In some embodiments, the terminal or the server may implement the image enhancement method provided in the embodiments of the present disclosure by running various computer-executable instructions or computer programs. For example, the computer-executable instruction may be a microprogram-level command, a machine instruction, or a software instruction. The computer program may be an original program or a software module in an operating system, may be a native application (APP), that is, a program that needs to be installed in an operating system to run, or may be a mini program that can be embedded into any APP, that is, a program that only needs to be downloaded into a browser environment to run. In a word, the foregoing computer-executable instruction may be any form of instruction, and the computer program may be any form of instruction, module, or plug-in.
The following describes the electronic device provided in the embodiments of the present disclosure for implementing the image enhancement method. FIG. 2 is a schematic diagram of a structure of an electronic device according to an embodiment of the present disclosure. The electronic device 500 provided in this embodiment of the present disclosure may be a terminal or a server. As shown in FIG. 2, the electronic device 500 includes at least one processor 510, a memory 550, at least one network interface 520, and a user interface 530. The components in the electronic device 500 are coupled together through a bus system 540. The bus system 540 is configured to implement connection and communication between the components. In addition to a data bus, the bus system 540 further includes a power bus, a control bus, and a state signal bus. However, for clarity, various buses are marked as the bus system 540 in FIG. 2.
In some embodiments, the image enhancement apparatus provided in the embodiments of the present disclosure may be implemented in a software manner. FIG. 2 shows an image enhancement apparatus 555 stored in the memory 550. The image enhancement apparatus 555 may be software in a form of a program, a plug-in, and the like, and includes the following software modules: an obtaining module 5551, an extraction module 5552, a denoising module 5553, and a reconstruction module 5554. These modules are logical, and therefore can be freely combined or further split based on implemented functions. The functions of the modules are described below.
The image enhancement method provided in the embodiments of the present disclosure is described. As previously mentioned, the image enhancement provided in the embodiments of the present disclosure may be implemented by a server or a terminal alone, or may be collaboratively implemented by a server and a terminal. Therefore, an execution body of each operation is not repeatedly described below. FIG. 3 is a schematic flowchart of an image enhancement method according to an embodiment of the present disclosure. The image enhancement method provided in this embodiment of the present disclosure includes the following operations.
Operation 101: Obtain a latent variable of a to-be-enhanced object image, and add noise to the latent variable to obtain a noisy latent variable of the object image.
The object image is an image of a target object.

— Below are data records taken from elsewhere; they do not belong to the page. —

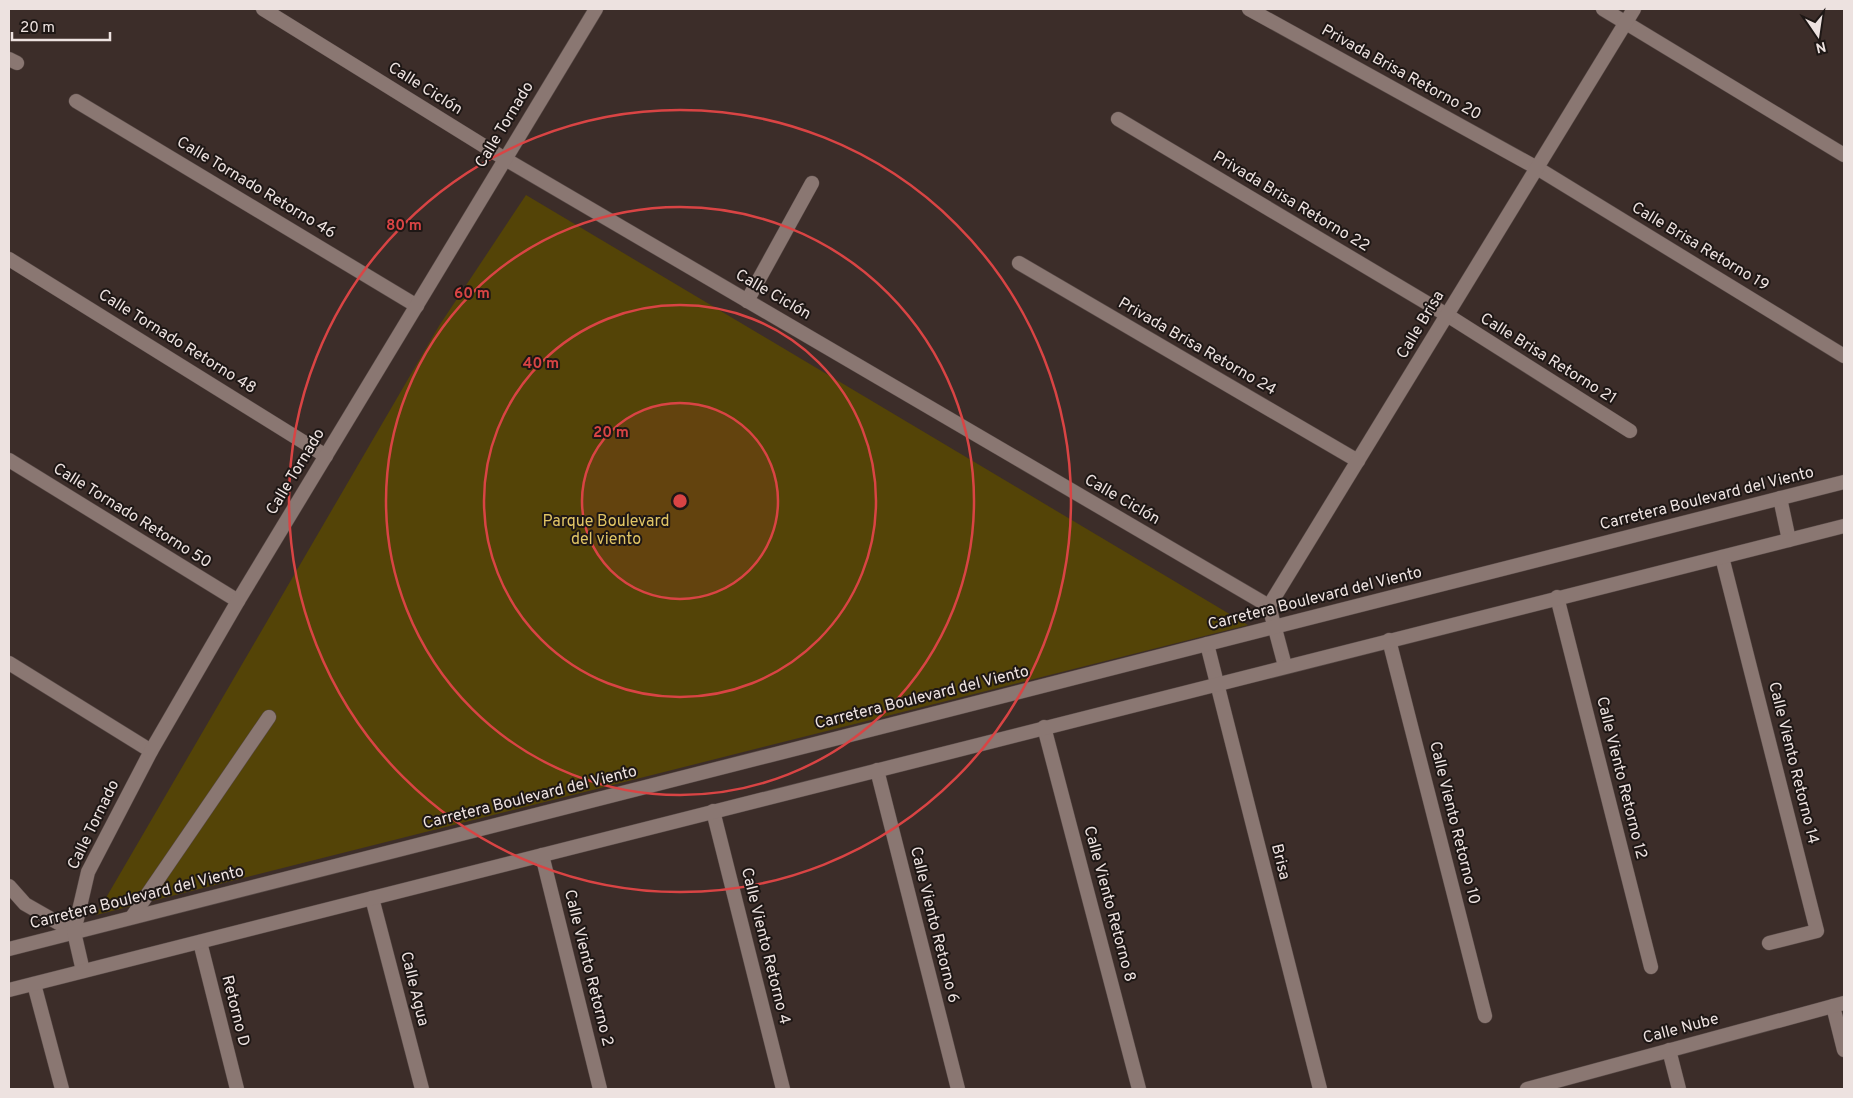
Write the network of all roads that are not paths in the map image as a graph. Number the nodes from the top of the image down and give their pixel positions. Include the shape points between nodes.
1 (263, 9) edge
2 (596, 9) edge
3 (1249, 9) edge
4 (1603, 9) edge
5 (1634, 9) edge
6 (1626, 22) junction
7 (76, 101) dead end
8 (1118, 119) dead end
9 (1844, 155) edge
10 (505, 159) junction
11 (1537, 168) junction
12 (812, 183) dead end
13 (9, 259) edge
14 (1019, 263) dead end
15 (747, 300) junction
16 (417, 306) junction
17 (1447, 315) junction
18 (1844, 356) edge
19 (1630, 431) dead end
20 (326, 456) junction
21 (9, 460) edge
22 (1358, 461) junction
23 (1844, 482) edge
24 (1780, 498) junction
25 (1844, 526) edge
26 (1789, 540) junction
27 (1722, 557) junction
28 (1558, 597) junction
29 (238, 601) junction
30 (1269, 606) junction
31 (1275, 627) junction
32 (1389, 640) junction
33 (1207, 644) junction
34 (9, 663) edge
35 (1285, 666) junction
36 (1216, 684) junction
37 (269, 716) dead end
38 (1044, 727) junction
39 (151, 751) junction
40 (877, 770) junction
41 (713, 811) junction
42 (542, 855) junction
43 (9, 886) edge
44 (372, 898) junction
45 (9, 904) edge
46 (25, 904) junction
47 (132, 917) junction
48 (74, 932) junction
49 (200, 942) junction
50 (1769, 943) dead end
51 (9, 949) edge
52 (1651, 967) dead end
53 (83, 971) junction
54 (34, 984) junction
55 (9, 990) edge
56 (1839, 1004) edge
57 (1485, 1016) dead end
58 (1670, 1050) junction
59 (1844, 1050) edge
60 (62, 1089) edge
61 (237, 1089) edge
62 (422, 1089) edge
63 (600, 1089) edge
64 (783, 1089) edge
65 (958, 1089) edge
66 (1139, 1089) edge
67 (1320, 1089) edge
68 (1527, 1089) edge
69 (1679, 1089) edge

1 - 10 street, Calle Ciclón
2 - 10 street, Calle Tornado
3 - 11 street, Privada Brisa Retorno 20
4 - 6 street
5 - 6 street, Calle Brisa
6 - 9 street
6 - 11 street, Calle Brisa
7 - 16 street, Calle Tornado Retorno 46
8 - 17 street, Privada Brisa Retorno 22
10 - 15 street, Calle Ciclón
10 - 16 street, Calle Tornado
11 - 17 street, Calle Brisa
11 - 18 street, Calle Brisa Retorno 19
12 - 15 street
13 - 20 street, Calle Tornado Retorno 48
14 - 22 street, Privada Brisa Retorno 24
15 - 30 street, Calle Ciclón
16 - 20 street, Calle Tornado
17 - 19 street, Calle Brisa Retorno 21
17 - 22 street, Calle Brisa
20 - 29 street, Calle Tornado
21 - 29 street, Calle Tornado Retorno 50
22 - 30 street, Calle Brisa
23 - 24 street, Carretera Boulevard del Viento
24 - 26 street
24 - 31 street, Carretera Boulevard del Viento
25 - 26 street
26 - 27 street
27 - 28 street
27 - 50 street, Calle Viento Retorno 14 via 1817,931
28 - 32 street
28 - 52 street, Calle Viento Retorno 12
29 - 39 street, Calle Tornado
30 - 31 street
31 - 33 street, Carretera Boulevard del Viento
31 - 35 street
32 - 35 street
32 - 57 street, Calle Viento Retorno 10
33 - 36 street, Brisa
33 - 47 street, Carretera Boulevard del Viento
34 - 39 street
35 - 36 street
36 - 38 street
36 - 67 street, Brisa
37 - 47 street
38 - 40 street
38 - 66 street, Calle Viento Retorno 8
39 - 48 street, Calle Tornado via 88,872
40 - 41 street
40 - 65 street, Calle Viento Retorno 6
41 - 42 street
41 - 64 street, Calle Viento Retorno 4
42 - 44 street
42 - 63 street, Calle Viento Retorno 2
43 - 46 street
44 - 49 street
44 - 62 street, Calle Agua
45 - 46 street
46 - 48 street
47 - 48 street, Carretera Boulevard del Viento
48 - 51 street, Carretera Boulevard del Viento
48 - 53 street, Calle Tornado
49 - 53 street
49 - 61 street, Retorno D
53 - 54 street
54 - 55 street
54 - 60 street
56 - 58 street, Calle Nube
56 - 59 street
58 - 68 street, Calle Nube
58 - 69 street

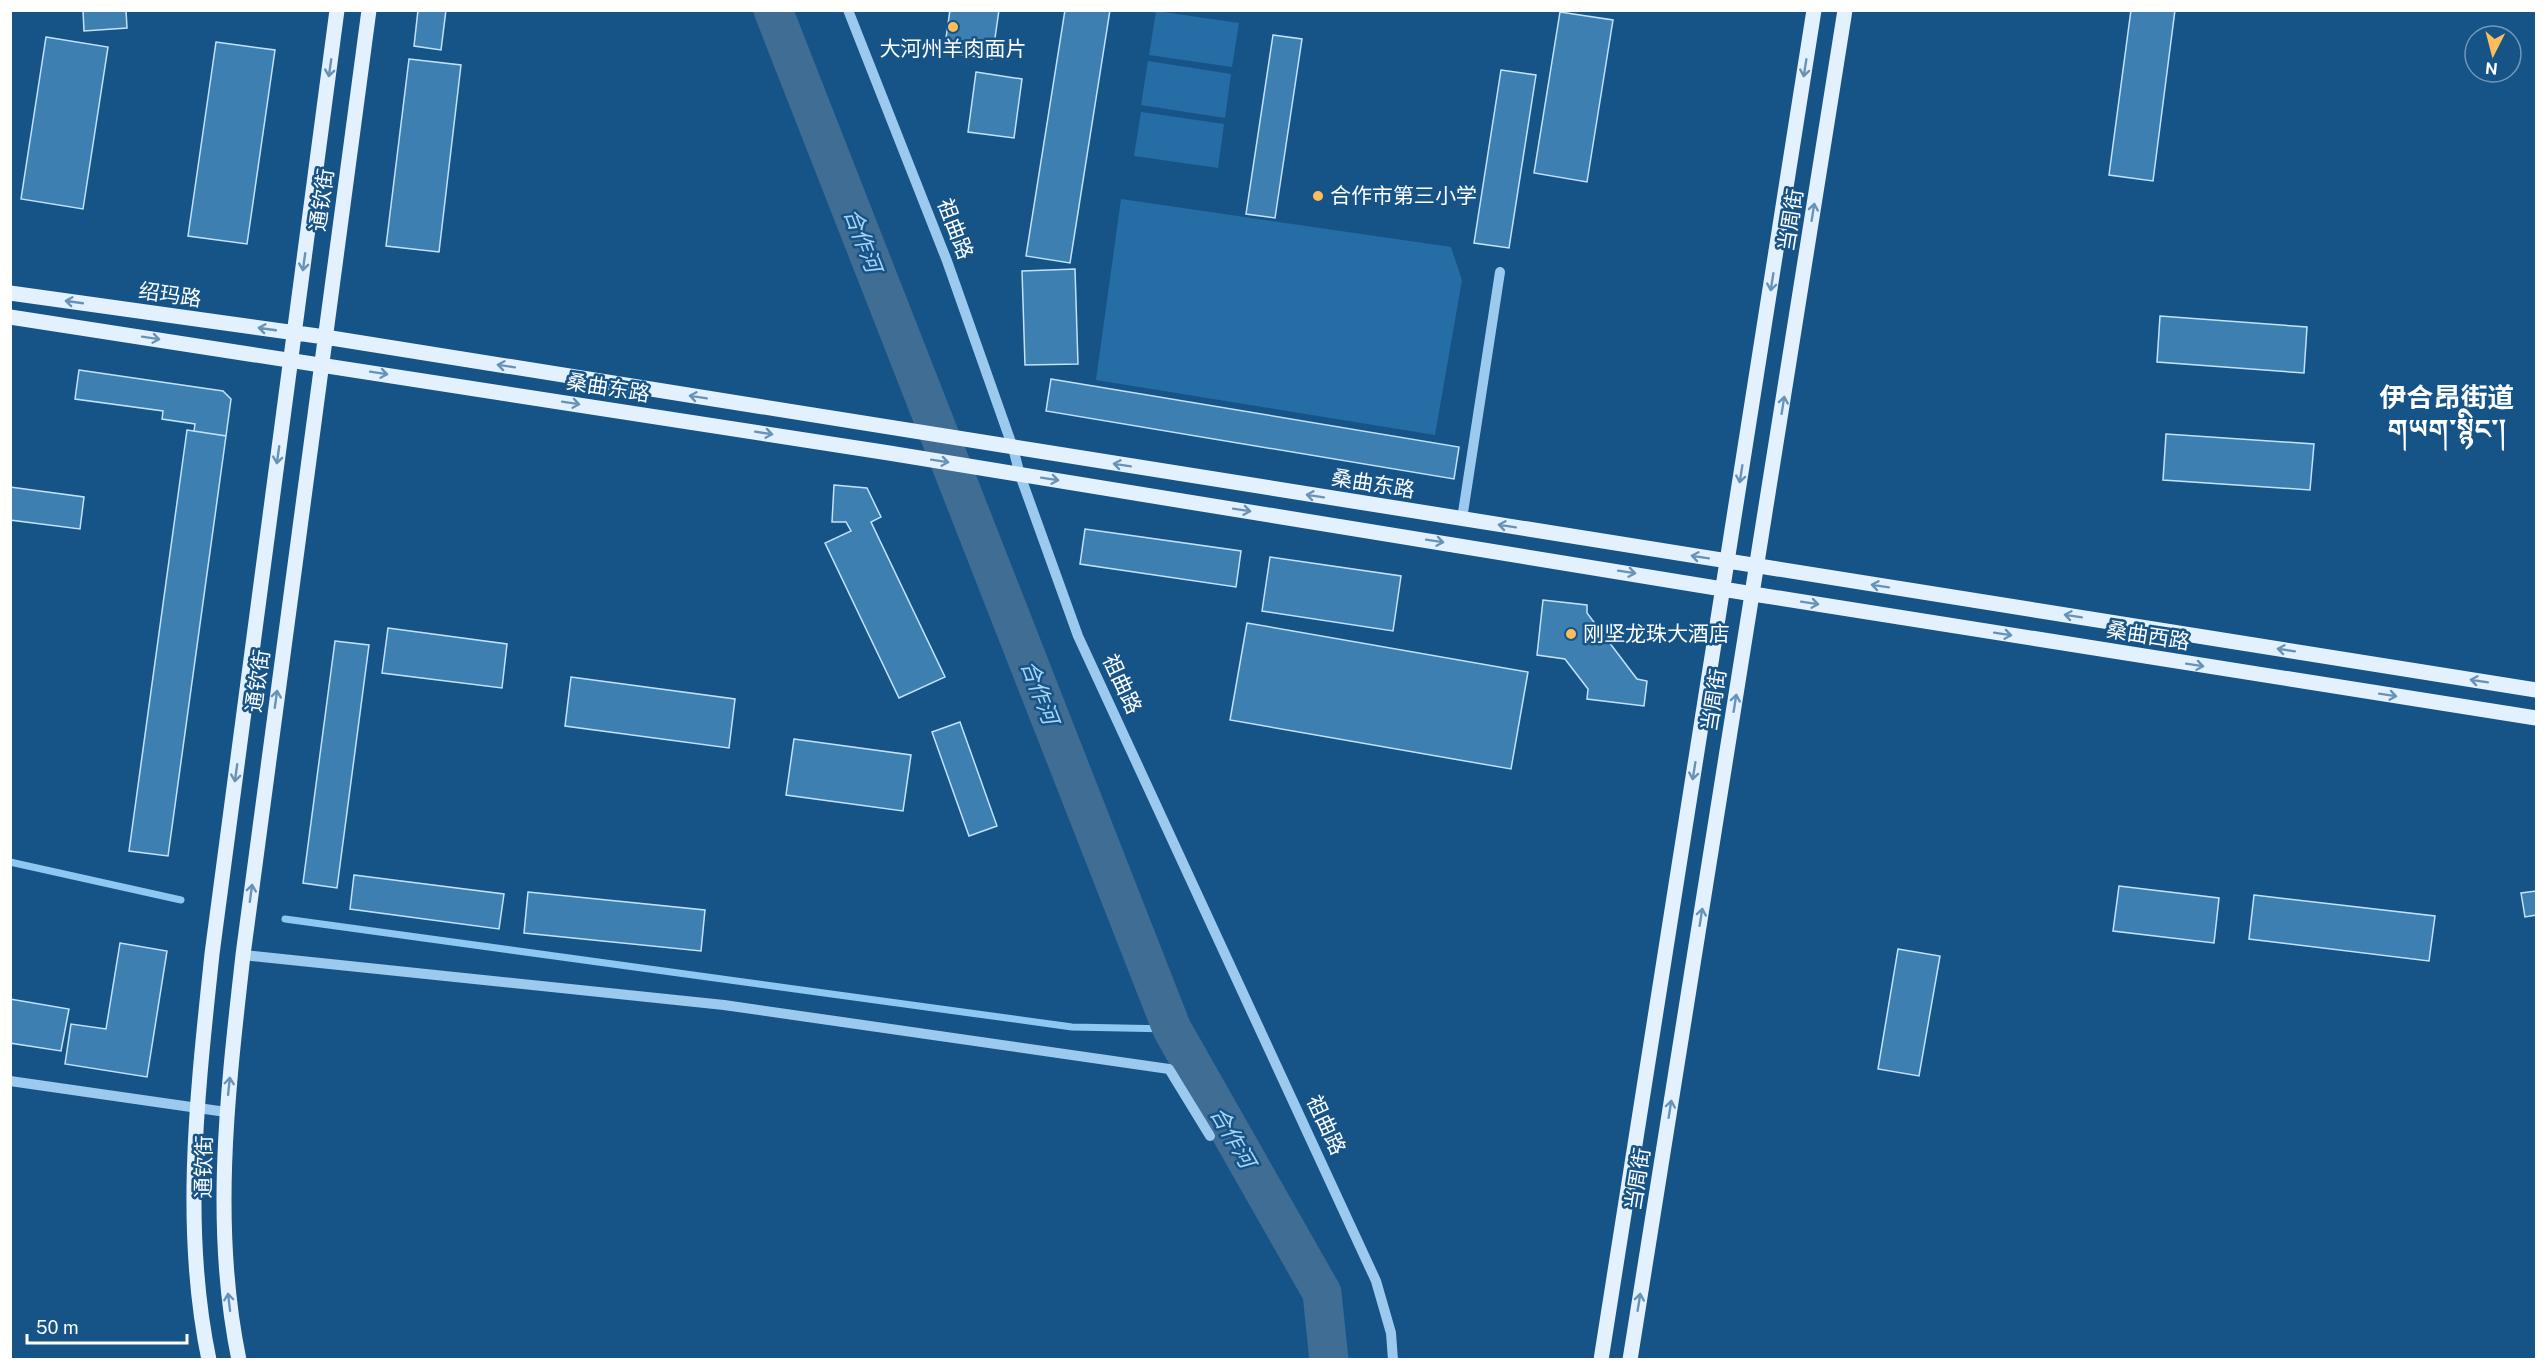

In operation 101, when image enhancement is performed on the object image, the latent variable of the object image may be first obtained. For example, the object image may be encoded to obtain the latent variable of the object image. Herein, the encoding process may be implemented by using an encoder. The encoding process is a downsampling process. To be specific, the object image is encoded by downsampling the object image, to obtain the latent variable of the object image. After the latent variable of the object image is obtained, the noise is added to the latent variable, to obtain the noisy latent variable of the object image. For example, the noise may be obtained from a target distribution through sampling. The target distribution includes a plurality of pieces of random data conforming to a specific data distribution type (for example, a normal distribution, a standard normal distribution, or an even distribution), and the random data conforming to the specific data distribution type may be generated based on a random data generation algorithm. For example, the noise may be Gaussian noise, Poisson noise, salt-and-pepper noise, or white Gaussian noise. The Gaussian noise is used as an example. Random data conforming to a Gaussian distribution may be generated by using the random data generation algorithm, then a target random number conforming to the Gaussian distribution is obtained through sampling from the random data conforming to the Gaussian distribution, and the target random number conforming to the Gaussian distribution is used as the noise.
The object image is the image of the target object. The target object may be a virtual object, for example, a virtual character, a virtual animal, a virtual animation character, or a virtual game character. Alternatively, the target object may be a real object, for example, a real person or object. The object image is an image on which image enhancement needs to be performed, and the process of image enhancement is a process of performing content refinement on image content. For example, the object image may be an object sketch (for example, a virtual character sketch in art design), and content refinement may be performed on the object sketch by performing image enhancement on the object sketch.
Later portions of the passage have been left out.